Many accounts of the history of public relations focus almost entirely on developments in the United States.

But there were also pioneers in the United Kingdom who were blazing a similar trail in the early years of the 20th century.

One of the most significant of these was Basil (later to become Sir Basil) Clarke.

Like Phineas Barnum and Ivy Lee before him, Basil Clarke started out his professional life working in newspapers. In Clarke’s case this was firstly for the Manchester Guardian and then subsequently for the Daily Mail. It was at the Daily Mail that Clarke first made a name for himself, when he became their war correspondent during the Great War of 1914 to 1918.

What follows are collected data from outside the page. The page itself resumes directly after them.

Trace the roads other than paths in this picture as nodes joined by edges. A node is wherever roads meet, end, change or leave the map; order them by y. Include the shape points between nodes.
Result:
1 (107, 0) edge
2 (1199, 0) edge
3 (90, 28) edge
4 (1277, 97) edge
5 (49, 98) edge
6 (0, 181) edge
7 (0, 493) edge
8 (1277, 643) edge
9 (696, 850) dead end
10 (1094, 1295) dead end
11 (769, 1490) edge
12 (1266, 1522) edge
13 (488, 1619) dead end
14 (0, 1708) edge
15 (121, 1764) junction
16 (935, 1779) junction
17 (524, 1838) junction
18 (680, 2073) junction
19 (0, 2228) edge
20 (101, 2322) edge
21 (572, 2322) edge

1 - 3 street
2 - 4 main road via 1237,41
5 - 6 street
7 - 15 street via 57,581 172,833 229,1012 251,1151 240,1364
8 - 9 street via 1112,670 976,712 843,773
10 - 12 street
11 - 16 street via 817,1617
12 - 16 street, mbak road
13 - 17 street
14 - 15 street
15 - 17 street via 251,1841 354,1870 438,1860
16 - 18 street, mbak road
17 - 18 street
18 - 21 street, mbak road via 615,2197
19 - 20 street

Covering a war was difficult enough at the best of times, but during the early stages of the Great War British journalists were banned from the front line by the then Secretary of State for War, Lord Kitchener.

In their place Kitchener set up an official press bureau in Charing Cross, London to issue government-approved war news. This ban was protested by all newspapers and was ignored by many, including the Daily Mail and Basil Clarke.

Undercover war reporter

Posing as a Belgian civilian, Clarke had to smuggle himself onto a train full of French soldiers to get from Calais to Dunkirk and once there had to live as a fugitive above a small cafe, evading the round ups of reporters that took place in the more comfortable hotels. Whilst at the front he reported on the destruction of Ypres and the bloody battles that took place during Christmas 1914 (Evans, 2013).

His reports were published without a byline, but even sending the copy back to London was a major obstacle. Clarke was sometimes able to use a telegraph office, but mostly he gave his articles to a French courier or even used friendly soldiers about to go home on leave. It was a dangerous existence. Some reporters were threatened with being shot by the British, never the mind the Germans, if they were caught.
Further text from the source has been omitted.